WHAT IS NEEDED - The entries are to be repeated verbatim, with nothing left out.

Saved entries
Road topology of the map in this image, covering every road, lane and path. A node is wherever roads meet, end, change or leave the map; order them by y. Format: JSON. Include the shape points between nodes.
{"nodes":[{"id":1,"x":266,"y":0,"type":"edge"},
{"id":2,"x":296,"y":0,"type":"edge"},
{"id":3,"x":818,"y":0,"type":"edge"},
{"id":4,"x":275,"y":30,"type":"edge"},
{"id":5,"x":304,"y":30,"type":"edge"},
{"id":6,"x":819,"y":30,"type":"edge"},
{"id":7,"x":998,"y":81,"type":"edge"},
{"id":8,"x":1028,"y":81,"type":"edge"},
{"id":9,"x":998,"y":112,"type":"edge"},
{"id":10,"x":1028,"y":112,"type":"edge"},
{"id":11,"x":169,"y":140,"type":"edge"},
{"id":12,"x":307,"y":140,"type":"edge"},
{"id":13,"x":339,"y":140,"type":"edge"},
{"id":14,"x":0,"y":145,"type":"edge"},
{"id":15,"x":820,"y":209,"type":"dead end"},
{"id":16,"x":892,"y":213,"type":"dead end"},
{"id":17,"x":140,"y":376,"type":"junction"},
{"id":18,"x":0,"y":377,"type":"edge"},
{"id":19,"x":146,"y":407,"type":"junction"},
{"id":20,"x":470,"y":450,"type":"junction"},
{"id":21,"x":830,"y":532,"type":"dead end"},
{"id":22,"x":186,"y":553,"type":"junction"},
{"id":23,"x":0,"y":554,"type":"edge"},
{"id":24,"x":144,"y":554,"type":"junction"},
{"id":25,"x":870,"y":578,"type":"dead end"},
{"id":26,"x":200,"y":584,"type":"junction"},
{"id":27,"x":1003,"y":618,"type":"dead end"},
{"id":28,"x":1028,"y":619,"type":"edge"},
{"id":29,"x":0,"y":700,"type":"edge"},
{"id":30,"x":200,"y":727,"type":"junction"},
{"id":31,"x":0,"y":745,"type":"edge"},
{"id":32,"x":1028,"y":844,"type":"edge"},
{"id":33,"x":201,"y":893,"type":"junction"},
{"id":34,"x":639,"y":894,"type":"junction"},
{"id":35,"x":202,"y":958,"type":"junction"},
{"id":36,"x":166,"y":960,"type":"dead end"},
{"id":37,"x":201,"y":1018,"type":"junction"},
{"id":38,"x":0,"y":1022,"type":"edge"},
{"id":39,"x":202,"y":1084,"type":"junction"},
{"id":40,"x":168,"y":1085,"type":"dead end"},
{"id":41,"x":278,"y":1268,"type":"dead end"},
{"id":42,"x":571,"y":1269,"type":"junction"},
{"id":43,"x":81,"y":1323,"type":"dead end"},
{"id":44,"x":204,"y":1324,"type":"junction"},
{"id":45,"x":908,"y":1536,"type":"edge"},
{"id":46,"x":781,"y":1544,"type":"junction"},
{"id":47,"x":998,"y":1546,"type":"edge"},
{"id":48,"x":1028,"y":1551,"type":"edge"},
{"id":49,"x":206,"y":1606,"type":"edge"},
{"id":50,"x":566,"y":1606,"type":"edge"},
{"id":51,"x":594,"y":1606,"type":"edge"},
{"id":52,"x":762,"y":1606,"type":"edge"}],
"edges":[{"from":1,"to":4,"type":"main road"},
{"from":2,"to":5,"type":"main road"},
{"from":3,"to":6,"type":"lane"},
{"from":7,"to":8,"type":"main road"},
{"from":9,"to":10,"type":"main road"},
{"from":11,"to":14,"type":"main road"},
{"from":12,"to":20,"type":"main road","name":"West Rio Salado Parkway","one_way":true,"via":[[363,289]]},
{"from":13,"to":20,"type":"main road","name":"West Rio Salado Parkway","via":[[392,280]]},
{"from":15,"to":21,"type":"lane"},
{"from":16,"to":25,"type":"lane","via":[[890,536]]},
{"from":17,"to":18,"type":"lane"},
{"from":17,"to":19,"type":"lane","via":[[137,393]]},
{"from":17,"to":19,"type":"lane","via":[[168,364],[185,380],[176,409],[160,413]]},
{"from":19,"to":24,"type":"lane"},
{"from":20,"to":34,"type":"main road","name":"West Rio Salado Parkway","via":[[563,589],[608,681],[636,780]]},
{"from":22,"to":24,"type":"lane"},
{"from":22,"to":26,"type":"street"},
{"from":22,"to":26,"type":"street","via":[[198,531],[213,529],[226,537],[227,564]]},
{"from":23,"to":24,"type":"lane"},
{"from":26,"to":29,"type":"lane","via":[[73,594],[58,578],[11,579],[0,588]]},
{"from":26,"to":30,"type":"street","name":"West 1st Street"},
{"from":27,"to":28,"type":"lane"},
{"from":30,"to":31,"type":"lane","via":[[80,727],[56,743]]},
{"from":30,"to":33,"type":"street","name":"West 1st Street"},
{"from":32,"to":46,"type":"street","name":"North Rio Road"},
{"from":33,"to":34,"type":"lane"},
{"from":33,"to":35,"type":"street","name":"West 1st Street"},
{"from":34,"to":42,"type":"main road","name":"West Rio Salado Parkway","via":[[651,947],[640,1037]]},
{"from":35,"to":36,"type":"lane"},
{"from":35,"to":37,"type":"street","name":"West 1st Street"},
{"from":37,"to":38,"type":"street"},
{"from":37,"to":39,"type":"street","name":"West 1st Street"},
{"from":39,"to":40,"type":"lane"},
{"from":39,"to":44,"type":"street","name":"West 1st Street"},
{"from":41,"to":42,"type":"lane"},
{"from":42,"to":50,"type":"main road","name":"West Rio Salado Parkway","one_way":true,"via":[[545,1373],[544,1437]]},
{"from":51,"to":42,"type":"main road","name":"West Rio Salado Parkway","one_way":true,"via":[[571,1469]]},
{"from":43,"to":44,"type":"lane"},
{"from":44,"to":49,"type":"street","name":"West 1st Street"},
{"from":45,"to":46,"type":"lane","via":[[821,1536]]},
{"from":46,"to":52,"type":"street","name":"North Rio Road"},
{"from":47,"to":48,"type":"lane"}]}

RESULT -
Road topology of the map in this image, covering every road, lane and path. A node is wherever roads meet, end, change or leave the map; order them by y. Format: JSON. Include the shape points between nodes.
{"nodes":[{"id":1,"x":266,"y":0,"type":"edge"},
{"id":2,"x":296,"y":0,"type":"edge"},
{"id":3,"x":818,"y":0,"type":"edge"},
{"id":4,"x":275,"y":30,"type":"edge"},
{"id":5,"x":304,"y":30,"type":"edge"},
{"id":6,"x":819,"y":30,"type":"edge"},
{"id":7,"x":998,"y":81,"type":"edge"},
{"id":8,"x":1028,"y":81,"type":"edge"},
{"id":9,"x":998,"y":112,"type":"edge"},
{"id":10,"x":1028,"y":112,"type":"edge"},
{"id":11,"x":169,"y":140,"type":"edge"},
{"id":12,"x":307,"y":140,"type":"edge"},
{"id":13,"x":339,"y":140,"type":"edge"},
{"id":14,"x":0,"y":145,"type":"edge"},
{"id":15,"x":820,"y":209,"type":"dead end"},
{"id":16,"x":892,"y":213,"type":"dead end"},
{"id":17,"x":140,"y":376,"type":"junction"},
{"id":18,"x":0,"y":377,"type":"edge"},
{"id":19,"x":146,"y":407,"type":"junction"},
{"id":20,"x":470,"y":450,"type":"junction"},
{"id":21,"x":830,"y":532,"type":"dead end"},
{"id":22,"x":186,"y":553,"type":"junction"},
{"id":23,"x":0,"y":554,"type":"edge"},
{"id":24,"x":144,"y":554,"type":"junction"},
{"id":25,"x":870,"y":578,"type":"dead end"},
{"id":26,"x":200,"y":584,"type":"junction"},
{"id":27,"x":1003,"y":618,"type":"dead end"},
{"id":28,"x":1028,"y":619,"type":"edge"},
{"id":29,"x":0,"y":700,"type":"edge"},
{"id":30,"x":200,"y":727,"type":"junction"},
{"id":31,"x":0,"y":745,"type":"edge"},
{"id":32,"x":1028,"y":844,"type":"edge"},
{"id":33,"x":201,"y":893,"type":"junction"},
{"id":34,"x":639,"y":894,"type":"junction"},
{"id":35,"x":202,"y":958,"type":"junction"},
{"id":36,"x":166,"y":960,"type":"dead end"},
{"id":37,"x":201,"y":1018,"type":"junction"},
{"id":38,"x":0,"y":1022,"type":"edge"},
{"id":39,"x":202,"y":1084,"type":"junction"},
{"id":40,"x":168,"y":1085,"type":"dead end"},
{"id":41,"x":278,"y":1268,"type":"dead end"},
{"id":42,"x":571,"y":1269,"type":"junction"},
{"id":43,"x":81,"y":1323,"type":"dead end"},
{"id":44,"x":204,"y":1324,"type":"junction"},
{"id":45,"x":908,"y":1536,"type":"edge"},
{"id":46,"x":781,"y":1544,"type":"junction"},
{"id":47,"x":998,"y":1546,"type":"edge"},
{"id":48,"x":1028,"y":1551,"type":"edge"},
{"id":49,"x":206,"y":1606,"type":"edge"},
{"id":50,"x":566,"y":1606,"type":"edge"},
{"id":51,"x":594,"y":1606,"type":"edge"},
{"id":52,"x":762,"y":1606,"type":"edge"}],
"edges":[{"from":1,"to":4,"type":"main road"},
{"from":2,"to":5,"type":"main road"},
{"from":3,"to":6,"type":"lane"},
{"from":7,"to":8,"type":"main road"},
{"from":9,"to":10,"type":"main road"},
{"from":11,"to":14,"type":"main road"},
{"from":12,"to":20,"type":"main road","name":"West Rio Salado Parkway","one_way":true,"via":[[363,289]]},
{"from":13,"to":20,"type":"main road","name":"West Rio Salado Parkway","via":[[392,280]]},
{"from":15,"to":21,"type":"lane"},
{"from":16,"to":25,"type":"lane","via":[[890,536]]},
{"from":17,"to":18,"type":"lane"},
{"from":17,"to":19,"type":"lane","via":[[137,393]]},
{"from":17,"to":19,"type":"lane","via":[[168,364],[185,380],[176,409],[160,413]]},
{"from":19,"to":24,"type":"lane"},
{"from":20,"to":34,"type":"main road","name":"West Rio Salado Parkway","via":[[563,589],[608,681],[636,780]]},
{"from":22,"to":24,"type":"lane"},
{"from":22,"to":26,"type":"street"},
{"from":22,"to":26,"type":"street","via":[[198,531],[213,529],[226,537],[227,564]]},
{"from":23,"to":24,"type":"lane"},
{"from":26,"to":29,"type":"lane","via":[[73,594],[58,578],[11,579],[0,588]]},
{"from":26,"to":30,"type":"street","name":"West 1st Street"},
{"from":27,"to":28,"type":"lane"},
{"from":30,"to":31,"type":"lane","via":[[80,727],[56,743]]},
{"from":30,"to":33,"type":"street","name":"West 1st Street"},
{"from":32,"to":46,"type":"street","name":"North Rio Road"},
{"from":33,"to":34,"type":"lane"},
{"from":33,"to":35,"type":"street","name":"West 1st Street"},
{"from":34,"to":42,"type":"main road","name":"West Rio Salado Parkway","via":[[651,947],[640,1037]]},
{"from":35,"to":36,"type":"lane"},
{"from":35,"to":37,"type":"street","name":"West 1st Street"},
{"from":37,"to":38,"type":"street"},
{"from":37,"to":39,"type":"street","name":"West 1st Street"},
{"from":39,"to":40,"type":"lane"},
{"from":39,"to":44,"type":"street","name":"West 1st Street"},
{"from":41,"to":42,"type":"lane"},
{"from":42,"to":50,"type":"main road","name":"West Rio Salado Parkway","one_way":true,"via":[[545,1373],[544,1437]]},
{"from":51,"to":42,"type":"main road","name":"West Rio Salado Parkway","one_way":true,"via":[[571,1469]]},
{"from":43,"to":44,"type":"lane"},
{"from":44,"to":49,"type":"street","name":"West 1st Street"},
{"from":45,"to":46,"type":"lane","via":[[821,1536]]},
{"from":46,"to":52,"type":"street","name":"North Rio Road"},
{"from":47,"to":48,"type":"lane"}]}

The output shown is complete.